W3C home > Mailing lists > Public > www-style@w3.org > March 2015

[css-text] text-transform:capitalize and Unicode digraphs

From: Jonathan Kew <jfkthame@gmail.com>
Date: Sun, 15 Mar 2015 18:50:56 +0000
Message-ID: <5505D490.4070507@gmail.com>
To: www-style list <www-style@w3.org>
Unicode includes a few digraph characters such as "dz" and "lj" that have 
uppercase (DZ, LJ) and titlecase (Dz, Lj) equivalents.
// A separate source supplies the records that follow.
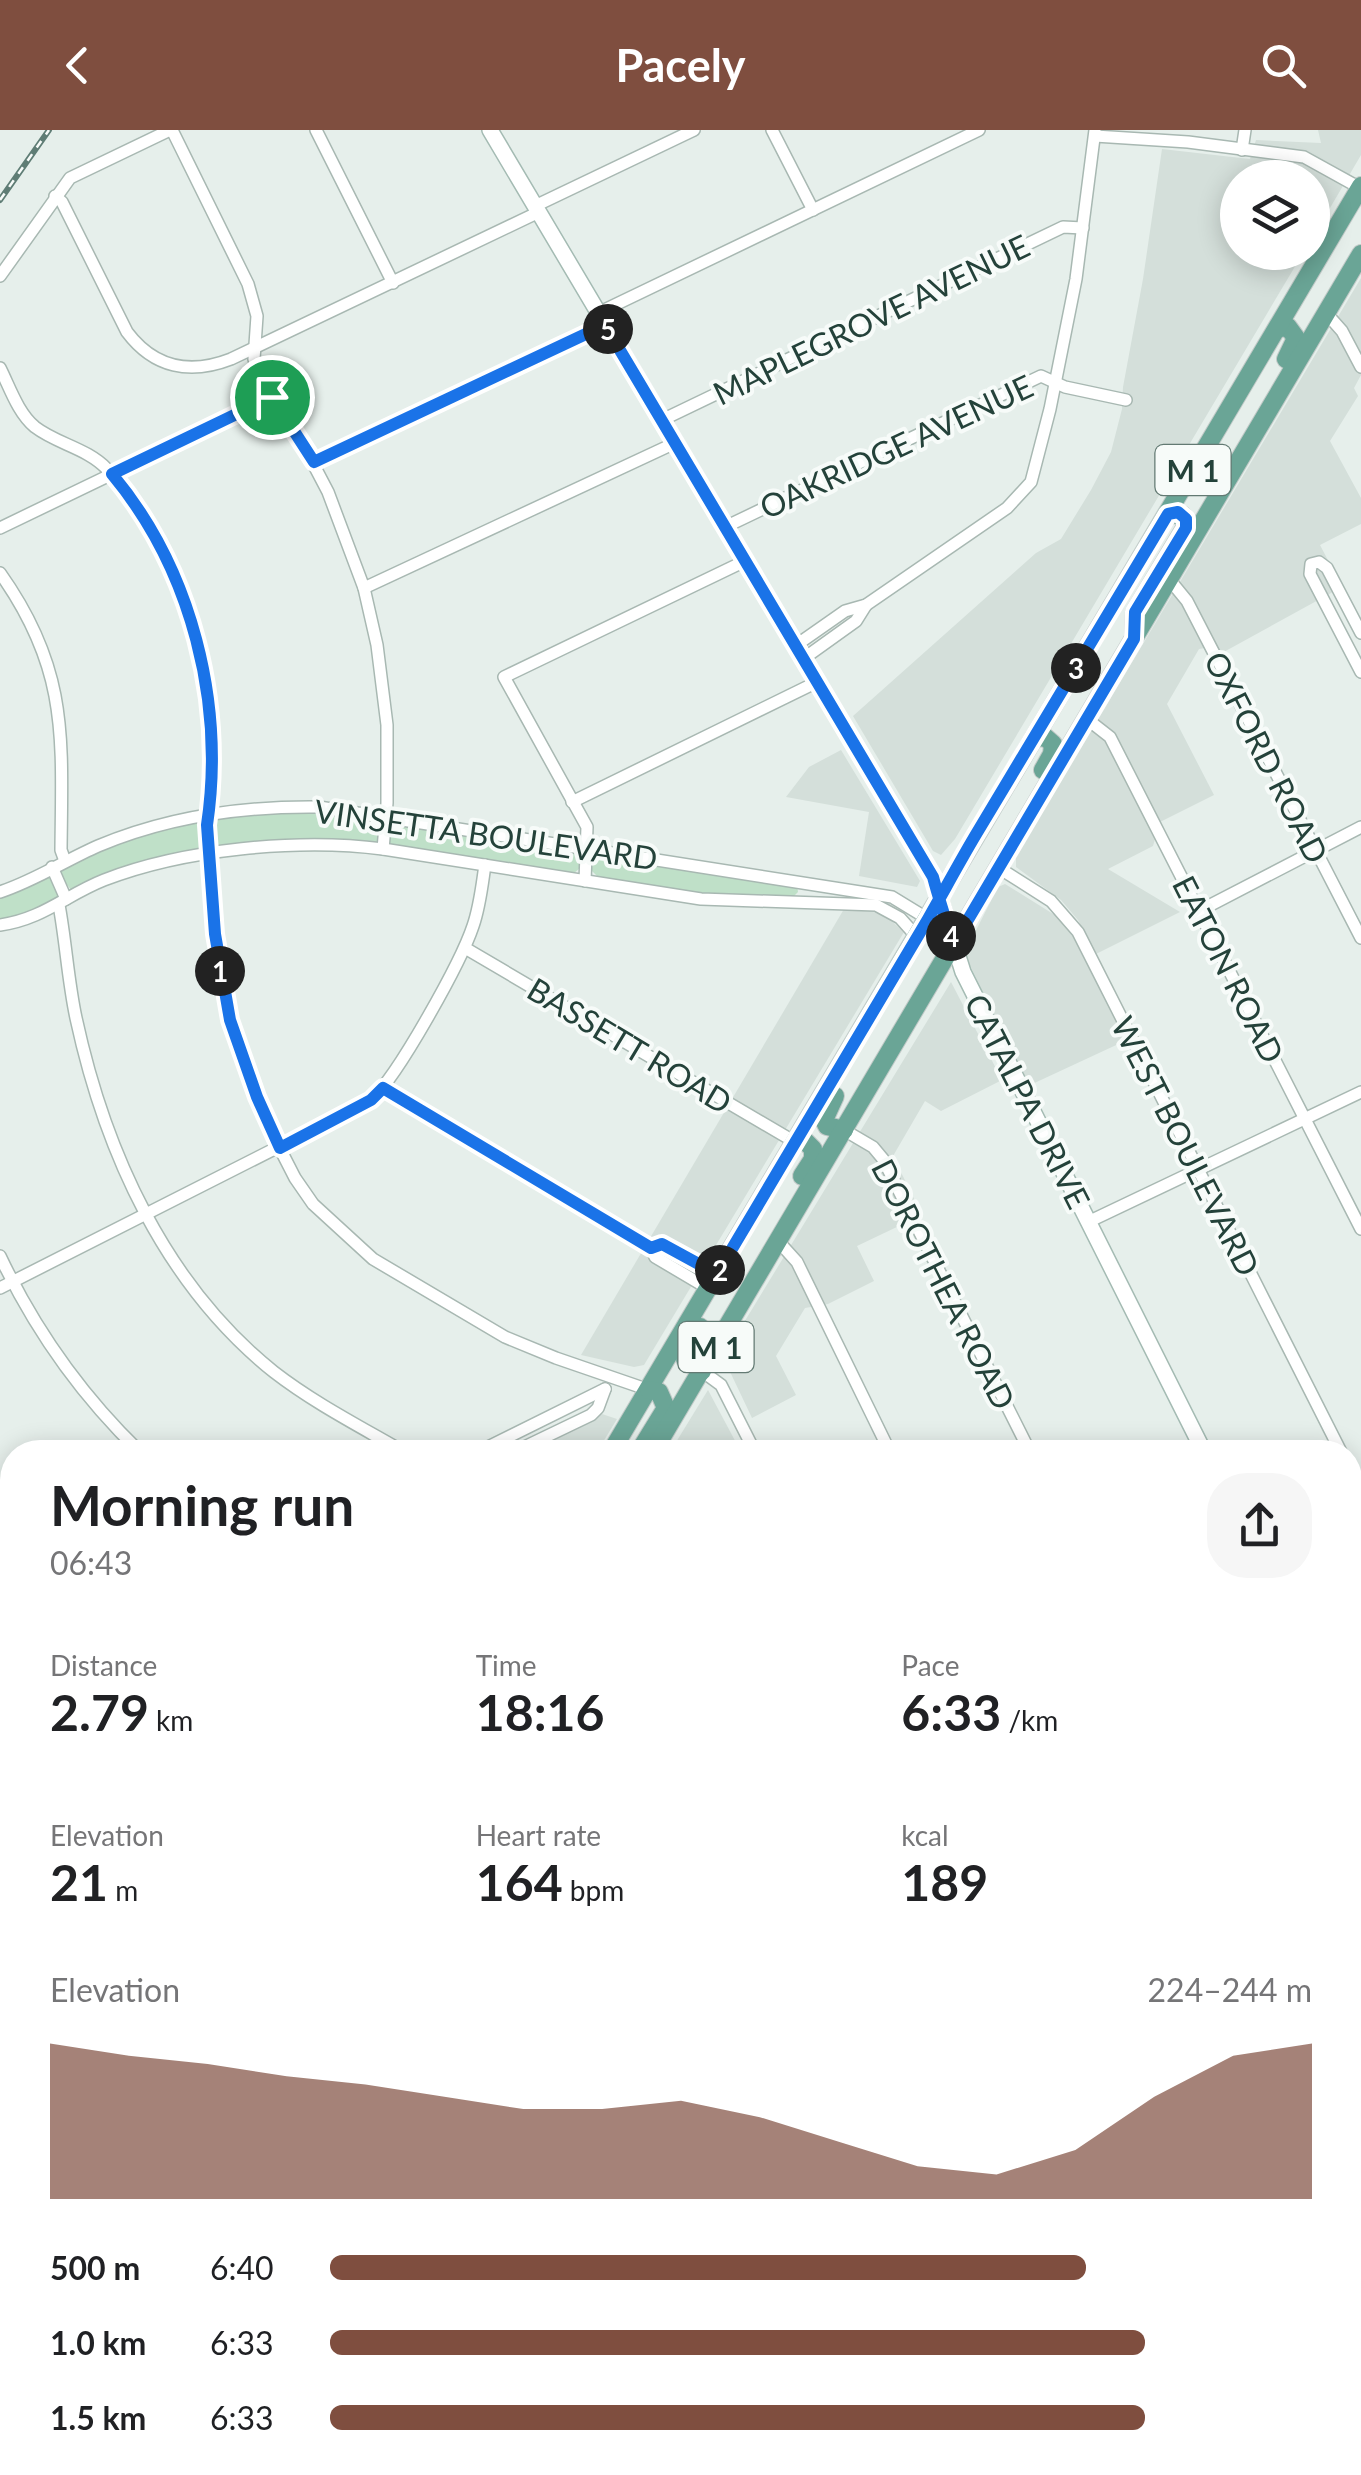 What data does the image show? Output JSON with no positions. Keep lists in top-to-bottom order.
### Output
{
  "streets": {
    "main road": ["M 1"],
    "street": [
      "MAPLEGROVE AVENUE",
      "OAKRIDGE AVENUE",
      "OXFORD ROAD",
      "VINSETTA BOULEVARD",
      "EATON ROAD",
      "BASSETT ROAD",
      "CATALPA DRIVE",
      "WEST BOULEVARD",
      "DOROTHEA ROAD"
    ]
  },
  "crossings": [
    ["MAPLEGROVE AVENUE", "CATALPA DRIVE"],
    ["OAKRIDGE AVENUE", "CATALPA DRIVE"],
    ["M 1", "OXFORD ROAD"],
    ["M 1", "VINSETTA BOULEVARD"],
    ["M 1", "EATON ROAD"],
    ["M 1", "BASSETT ROAD"],
    ["M 1", "CATALPA DRIVE"],
    ["M 1", "WEST BOULEVARD"],
    ["M 1", "DOROTHEA ROAD"]
  ],
  "page": {
    "header": "Pacely",
    "pins": [
      "5",
      "3",
      "4",
      "1",
      "2"
    ],
    "heading": ["Morning run", "06:43"],
    "stats": [
      ["Distance", "2.79 km"],
      ["Time", "18:16"],
      ["Pace", "6:33 /km"],
      ["Elevation", "21 m"],
      ["Heart rate", "164 bpm"],
      ["kcal", "189"]
    ],
    "chart": ["Elevation", "224–244 m"],
    "list": [
      {
        "name": "500 m",
        "note": "6:40"
      },
      {
        "name": "1.0 km",
        "note": "6:33"
      },
      {
        "name": "1.5 km",
        "note": "6:33"
      }
    ]
  }
}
How should these be 
handled by text-transform:capitalize when they occur in word-initial 
position?

It's clear that the lowercase digraphs (dz) will be transformed according 
to their titlecase mapping (Dz), and that titlecase digraphs will be 
unchanged. But what should be done when the text contains an uppercase 
digraph such as DZ?

By a strict reading of the current CSS Text draft[1]:

# 'capitalize'
#     Puts the first typographic letter unit of each word in titlecase; 
other characters are unaffected.

together with the Unicode standard, which gives Dz as the titlecase 
mapping for DZ, it appears that a word-initial uppercase digraph should 
be converted to its titlecase (mixed) form. This is the behavior I see 
in WebKit and Blink with an example like:

   data:text/html;charset=utf-8,<div 
style="text-transform:capitalize">DZa Dza dza

which renders all three "words" identically: "Dza Dza Dza". Gecko, in 
contrast, does NOT apply the titlecase mapping if the first letter is 
already uppercase, and so the example renders as "DZa Dza Dza".

Although the spec/WebKit/Blink behavior looks "better" for this 
(artificial) example, I would argue that Gecko's behavior is preferable. 
While the "DZa" result here does look poor, it makes little sense for an 
author to enter text in this form in the first place. In contrast, 
consider what happens if text that is originally entered as 
all-uppercase is subject to text-transform:capitalize:

   data:text/html;charset=utf-8,<div 
style="text-transform:capitalize">LJUBLJANA

Here, WebKit and Blink will render the word as "LjUBLJANA", while Gecko 
gives the (better) result "LJUBLJANA".

IMO, this example -- where the entire word is uppercase -- seems more 
important than the case where an uppercase digraph has been used to 
begin an otherwise-lowercase word.

So I'd like to propose a minor change to the definition, something like:

# 'capitalize'
#     Puts the first typographic letter unit of each word in titlecase, 
unless it is already uppercase, in which case it is unchanged. Other 
characters are unaffected.

An alternative, perhaps even better, would be to make it contextual:

#     Puts the first typographic letter unit of each word in titlecase, 
unless it is already uppercase and is followed by another uppercase 
letter, in which case it is unchanged. Other characters are unaffected.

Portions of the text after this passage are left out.